Local police critic Jim Leighty argued that Meidl should have learned from "Knezovich's blunders."
"Responding to the public on social media should be well-thought-out and probably shouldn't be barbed when coming from a position that is supposed to be a position of respect and authority," Leighty wrote.
Robinson, while he says there's room for improvement ("let's create a dialogue, instead of having a Facebook media fight"), argues that Meidl's overall approach was far far better than Knezovich's tactics of holding press conferences to decry activists.
The chief reached out directly. The NAACP took "immediate action."
"That’s a very healthy way to proceed," Robinson says. "The approach that Chief Meidl used in that situation was so good. It was on the trajectory that we as a human family embrace and like to see."
It's not the first time. Meidl has had one-on-one sit-down conversations with some of the department's most fervent critics, like Leighty and policing critic Anwar Peace. Before the body camera footage from Memphis was released last week, Meidl reached out to multiple Black community leader and activists, including Peace, Duncan and Robinson to talk about how to proceed.

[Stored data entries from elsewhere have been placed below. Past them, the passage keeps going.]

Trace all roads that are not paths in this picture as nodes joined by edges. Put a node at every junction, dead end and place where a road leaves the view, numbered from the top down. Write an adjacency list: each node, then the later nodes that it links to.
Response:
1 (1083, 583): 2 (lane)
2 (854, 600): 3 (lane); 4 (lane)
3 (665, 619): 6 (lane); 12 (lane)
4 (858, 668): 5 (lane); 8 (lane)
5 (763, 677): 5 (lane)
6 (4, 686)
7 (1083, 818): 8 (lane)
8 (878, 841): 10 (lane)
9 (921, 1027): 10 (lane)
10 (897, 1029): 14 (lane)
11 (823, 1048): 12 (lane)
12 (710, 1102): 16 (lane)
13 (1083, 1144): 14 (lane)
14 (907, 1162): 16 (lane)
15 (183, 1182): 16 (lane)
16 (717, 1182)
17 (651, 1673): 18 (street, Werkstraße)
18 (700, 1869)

"I thought it was great," Robinson says. "I applaud and appreciate it for what it was. I said 'It’s been a little while'."
If anything, Robinson says, there should be more outreach like that. He says he pressed Meidl on why he there'd been "radio silence" during a lot of the other incidents in the last three years. But he also feels that simply talking is not enough.
Some of the activists who commented for this article said they left their one-on-one conversations feeling listened to by Meidl only to feel like they'd just been "placated" when little changed.
This week, the community roundtable discussions, which had started in the wake of the 2020 protests, collapsed, with local activists and advocates feeling frustrated by the slow pace of progress. Police spokeswoman Julie Humphreys points to reforms and changes in the last three years — including updates to virtual training programs and the implementation of the Behavior Health Unit — and says that the chief's outreach to those critical of the department has been genuine.
But Robinson echoes the frustrations of other activists. Community conversations are comparatively easy. Institutional change is hard.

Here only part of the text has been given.